■ **EXERCISE**
If a line in the records below contains the word "paths", return that line.
----
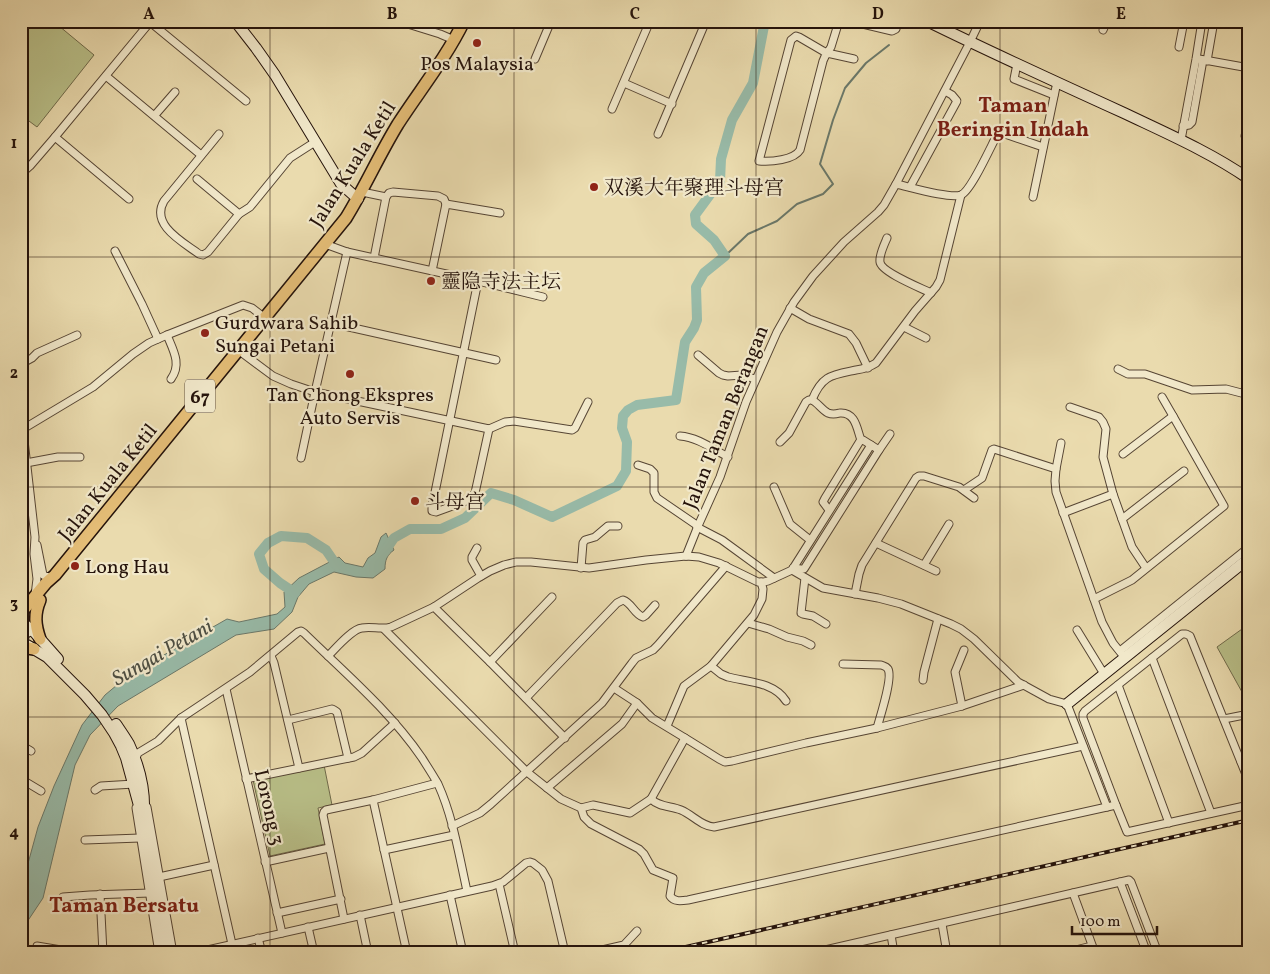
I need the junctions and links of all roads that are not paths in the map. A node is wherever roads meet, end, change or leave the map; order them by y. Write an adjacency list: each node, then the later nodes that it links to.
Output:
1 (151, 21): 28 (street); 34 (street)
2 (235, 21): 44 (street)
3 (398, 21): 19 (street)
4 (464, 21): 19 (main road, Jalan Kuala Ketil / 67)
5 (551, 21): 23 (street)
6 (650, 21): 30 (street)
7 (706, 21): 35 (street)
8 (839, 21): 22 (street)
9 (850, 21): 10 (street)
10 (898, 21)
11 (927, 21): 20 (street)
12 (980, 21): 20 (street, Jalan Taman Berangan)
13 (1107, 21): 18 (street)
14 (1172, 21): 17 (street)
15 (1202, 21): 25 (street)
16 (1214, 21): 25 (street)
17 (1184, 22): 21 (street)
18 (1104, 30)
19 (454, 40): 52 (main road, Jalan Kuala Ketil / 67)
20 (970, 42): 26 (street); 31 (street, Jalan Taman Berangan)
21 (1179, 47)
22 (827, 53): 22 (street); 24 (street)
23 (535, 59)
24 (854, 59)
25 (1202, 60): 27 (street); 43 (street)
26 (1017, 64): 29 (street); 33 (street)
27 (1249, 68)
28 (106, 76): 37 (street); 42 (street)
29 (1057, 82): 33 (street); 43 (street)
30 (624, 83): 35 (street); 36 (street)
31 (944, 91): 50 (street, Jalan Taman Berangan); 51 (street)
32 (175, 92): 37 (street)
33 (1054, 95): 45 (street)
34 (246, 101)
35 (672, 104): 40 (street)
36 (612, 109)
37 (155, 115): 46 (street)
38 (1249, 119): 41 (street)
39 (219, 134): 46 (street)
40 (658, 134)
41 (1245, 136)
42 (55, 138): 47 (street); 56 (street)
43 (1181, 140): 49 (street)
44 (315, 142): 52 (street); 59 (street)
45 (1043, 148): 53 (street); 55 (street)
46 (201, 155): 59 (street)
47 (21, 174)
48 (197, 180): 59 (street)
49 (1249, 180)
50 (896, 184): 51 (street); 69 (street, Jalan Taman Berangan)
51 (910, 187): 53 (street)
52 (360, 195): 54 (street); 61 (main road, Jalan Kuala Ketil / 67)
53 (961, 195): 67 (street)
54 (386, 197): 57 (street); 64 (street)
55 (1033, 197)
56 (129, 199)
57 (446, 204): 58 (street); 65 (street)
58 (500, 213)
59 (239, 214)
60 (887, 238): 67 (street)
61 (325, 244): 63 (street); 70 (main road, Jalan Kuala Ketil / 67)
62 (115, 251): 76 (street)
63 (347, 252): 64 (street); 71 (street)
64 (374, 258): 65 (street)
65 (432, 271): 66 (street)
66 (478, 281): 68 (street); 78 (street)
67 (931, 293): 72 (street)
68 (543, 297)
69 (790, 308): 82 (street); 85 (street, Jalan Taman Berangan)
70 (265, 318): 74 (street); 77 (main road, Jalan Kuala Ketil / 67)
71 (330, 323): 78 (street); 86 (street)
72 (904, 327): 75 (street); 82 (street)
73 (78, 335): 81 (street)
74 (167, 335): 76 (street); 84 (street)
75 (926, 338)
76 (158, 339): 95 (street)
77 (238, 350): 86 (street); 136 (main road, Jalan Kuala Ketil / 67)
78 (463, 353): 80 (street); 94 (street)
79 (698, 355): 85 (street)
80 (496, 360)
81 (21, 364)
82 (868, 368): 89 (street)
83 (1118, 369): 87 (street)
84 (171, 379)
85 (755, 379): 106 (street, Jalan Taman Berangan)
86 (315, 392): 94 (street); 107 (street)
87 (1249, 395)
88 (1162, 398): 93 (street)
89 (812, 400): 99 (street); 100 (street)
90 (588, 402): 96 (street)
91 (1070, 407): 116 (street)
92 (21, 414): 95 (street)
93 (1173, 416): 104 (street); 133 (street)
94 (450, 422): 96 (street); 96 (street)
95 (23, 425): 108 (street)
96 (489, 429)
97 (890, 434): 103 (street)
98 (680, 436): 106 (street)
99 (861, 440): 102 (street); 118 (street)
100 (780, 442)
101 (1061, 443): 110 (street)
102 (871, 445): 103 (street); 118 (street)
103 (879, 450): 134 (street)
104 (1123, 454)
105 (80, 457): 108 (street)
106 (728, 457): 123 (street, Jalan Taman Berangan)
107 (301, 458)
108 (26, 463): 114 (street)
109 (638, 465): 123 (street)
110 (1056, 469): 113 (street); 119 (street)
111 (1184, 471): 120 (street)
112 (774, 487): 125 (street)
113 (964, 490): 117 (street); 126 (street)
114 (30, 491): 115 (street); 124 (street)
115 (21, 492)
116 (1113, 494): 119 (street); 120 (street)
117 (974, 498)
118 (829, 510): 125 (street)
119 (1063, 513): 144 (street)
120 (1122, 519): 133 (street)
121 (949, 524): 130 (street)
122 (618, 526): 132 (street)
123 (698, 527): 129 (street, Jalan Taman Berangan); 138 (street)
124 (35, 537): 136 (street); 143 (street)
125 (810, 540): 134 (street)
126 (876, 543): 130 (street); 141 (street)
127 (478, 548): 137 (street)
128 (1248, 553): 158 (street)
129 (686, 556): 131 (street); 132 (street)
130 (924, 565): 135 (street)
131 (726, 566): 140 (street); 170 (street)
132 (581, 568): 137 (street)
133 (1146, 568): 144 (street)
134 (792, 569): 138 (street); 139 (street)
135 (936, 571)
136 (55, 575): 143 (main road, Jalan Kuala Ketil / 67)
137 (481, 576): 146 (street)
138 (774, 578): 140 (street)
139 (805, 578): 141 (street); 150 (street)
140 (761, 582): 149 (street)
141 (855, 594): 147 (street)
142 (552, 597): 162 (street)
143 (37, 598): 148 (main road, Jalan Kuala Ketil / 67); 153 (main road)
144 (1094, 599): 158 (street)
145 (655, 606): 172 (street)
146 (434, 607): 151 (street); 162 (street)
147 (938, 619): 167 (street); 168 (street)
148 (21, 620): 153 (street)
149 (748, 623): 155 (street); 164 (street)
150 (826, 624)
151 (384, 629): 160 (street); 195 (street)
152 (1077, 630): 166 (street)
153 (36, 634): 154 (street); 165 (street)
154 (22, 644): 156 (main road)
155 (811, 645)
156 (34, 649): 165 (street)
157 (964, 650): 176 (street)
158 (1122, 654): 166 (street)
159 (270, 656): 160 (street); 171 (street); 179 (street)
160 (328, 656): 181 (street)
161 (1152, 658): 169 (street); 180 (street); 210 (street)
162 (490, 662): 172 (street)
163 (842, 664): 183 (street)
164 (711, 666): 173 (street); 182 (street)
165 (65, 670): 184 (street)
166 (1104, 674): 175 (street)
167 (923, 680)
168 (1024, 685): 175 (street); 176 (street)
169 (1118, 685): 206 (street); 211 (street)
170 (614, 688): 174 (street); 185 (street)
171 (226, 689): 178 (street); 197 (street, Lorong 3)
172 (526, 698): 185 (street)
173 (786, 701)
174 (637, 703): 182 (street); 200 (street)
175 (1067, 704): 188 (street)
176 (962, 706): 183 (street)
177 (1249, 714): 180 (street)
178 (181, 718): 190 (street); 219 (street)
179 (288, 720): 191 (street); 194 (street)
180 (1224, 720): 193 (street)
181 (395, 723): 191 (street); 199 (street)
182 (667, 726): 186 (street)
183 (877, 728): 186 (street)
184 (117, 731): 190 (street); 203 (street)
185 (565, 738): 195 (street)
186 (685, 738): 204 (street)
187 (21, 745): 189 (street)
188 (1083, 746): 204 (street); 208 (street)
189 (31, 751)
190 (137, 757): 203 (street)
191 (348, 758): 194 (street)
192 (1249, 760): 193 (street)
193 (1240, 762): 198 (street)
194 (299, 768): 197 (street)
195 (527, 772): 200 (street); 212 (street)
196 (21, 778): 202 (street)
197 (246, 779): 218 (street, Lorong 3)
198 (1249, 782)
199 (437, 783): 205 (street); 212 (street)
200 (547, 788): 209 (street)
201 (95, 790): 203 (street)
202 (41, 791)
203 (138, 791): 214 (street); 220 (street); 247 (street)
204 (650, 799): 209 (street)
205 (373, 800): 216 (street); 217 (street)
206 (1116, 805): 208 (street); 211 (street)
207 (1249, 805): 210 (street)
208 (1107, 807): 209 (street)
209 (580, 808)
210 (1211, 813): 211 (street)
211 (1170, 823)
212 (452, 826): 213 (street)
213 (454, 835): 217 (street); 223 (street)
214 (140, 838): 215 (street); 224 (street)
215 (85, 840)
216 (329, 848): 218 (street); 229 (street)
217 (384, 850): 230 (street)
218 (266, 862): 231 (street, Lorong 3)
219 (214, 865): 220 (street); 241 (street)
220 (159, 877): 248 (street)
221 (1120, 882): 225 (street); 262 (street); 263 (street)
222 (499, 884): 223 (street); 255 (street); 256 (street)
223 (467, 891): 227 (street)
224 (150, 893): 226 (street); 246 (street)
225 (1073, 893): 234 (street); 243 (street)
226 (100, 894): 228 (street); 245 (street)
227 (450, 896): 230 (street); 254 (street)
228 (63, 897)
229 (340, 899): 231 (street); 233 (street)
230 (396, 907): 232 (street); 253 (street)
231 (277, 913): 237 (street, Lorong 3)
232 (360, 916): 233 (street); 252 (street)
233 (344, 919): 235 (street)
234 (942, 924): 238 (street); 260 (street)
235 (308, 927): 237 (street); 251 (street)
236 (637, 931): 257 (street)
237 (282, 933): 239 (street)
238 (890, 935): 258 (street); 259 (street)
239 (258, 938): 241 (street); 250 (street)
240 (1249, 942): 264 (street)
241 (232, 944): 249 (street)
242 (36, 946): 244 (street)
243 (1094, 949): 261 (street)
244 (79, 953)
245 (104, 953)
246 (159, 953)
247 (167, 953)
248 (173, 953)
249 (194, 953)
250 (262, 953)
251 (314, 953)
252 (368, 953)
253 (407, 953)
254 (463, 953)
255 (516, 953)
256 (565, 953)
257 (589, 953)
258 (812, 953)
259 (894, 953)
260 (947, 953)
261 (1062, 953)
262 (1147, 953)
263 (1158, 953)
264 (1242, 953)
----
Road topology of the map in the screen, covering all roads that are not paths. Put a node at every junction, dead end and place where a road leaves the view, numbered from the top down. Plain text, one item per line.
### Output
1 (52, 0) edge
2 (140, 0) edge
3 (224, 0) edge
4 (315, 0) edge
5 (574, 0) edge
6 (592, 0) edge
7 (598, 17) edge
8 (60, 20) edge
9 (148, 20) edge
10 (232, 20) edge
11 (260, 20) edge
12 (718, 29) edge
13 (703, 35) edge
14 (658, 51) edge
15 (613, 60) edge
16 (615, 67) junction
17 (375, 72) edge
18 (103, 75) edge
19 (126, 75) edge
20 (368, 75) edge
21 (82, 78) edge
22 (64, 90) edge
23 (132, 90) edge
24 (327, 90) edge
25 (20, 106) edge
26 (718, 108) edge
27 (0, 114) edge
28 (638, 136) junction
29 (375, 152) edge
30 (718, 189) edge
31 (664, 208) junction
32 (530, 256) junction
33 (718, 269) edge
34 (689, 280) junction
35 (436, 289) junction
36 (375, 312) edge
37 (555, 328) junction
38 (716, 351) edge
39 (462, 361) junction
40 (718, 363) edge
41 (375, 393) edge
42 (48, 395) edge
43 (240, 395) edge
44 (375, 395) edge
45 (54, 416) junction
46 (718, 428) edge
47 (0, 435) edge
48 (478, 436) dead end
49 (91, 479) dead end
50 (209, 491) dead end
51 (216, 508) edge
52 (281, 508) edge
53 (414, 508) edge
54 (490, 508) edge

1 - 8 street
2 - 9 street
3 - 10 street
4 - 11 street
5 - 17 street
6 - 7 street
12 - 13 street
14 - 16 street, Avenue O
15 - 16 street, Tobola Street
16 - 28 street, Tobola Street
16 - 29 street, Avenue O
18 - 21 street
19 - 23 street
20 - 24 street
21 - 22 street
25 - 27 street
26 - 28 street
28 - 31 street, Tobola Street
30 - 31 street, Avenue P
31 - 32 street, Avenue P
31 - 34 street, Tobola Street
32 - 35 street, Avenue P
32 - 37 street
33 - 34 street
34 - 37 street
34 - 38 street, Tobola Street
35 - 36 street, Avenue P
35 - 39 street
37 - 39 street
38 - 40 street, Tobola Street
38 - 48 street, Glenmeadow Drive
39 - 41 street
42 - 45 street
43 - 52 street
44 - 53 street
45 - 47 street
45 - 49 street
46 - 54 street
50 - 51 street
----
■ **FINAL ANSWER**
I need the junctions and links of all roads that are not paths in the map. A node is wherever roads meet, end, change or leave the map; order them by y. Write an adjacency list: each node, then the later nodes that it links to.
Road topology of the map in the screen, covering all roads that are not paths. Put a node at every junction, dead end and place where a road leaves the view, numbered from the top down. Plain text, one item per line.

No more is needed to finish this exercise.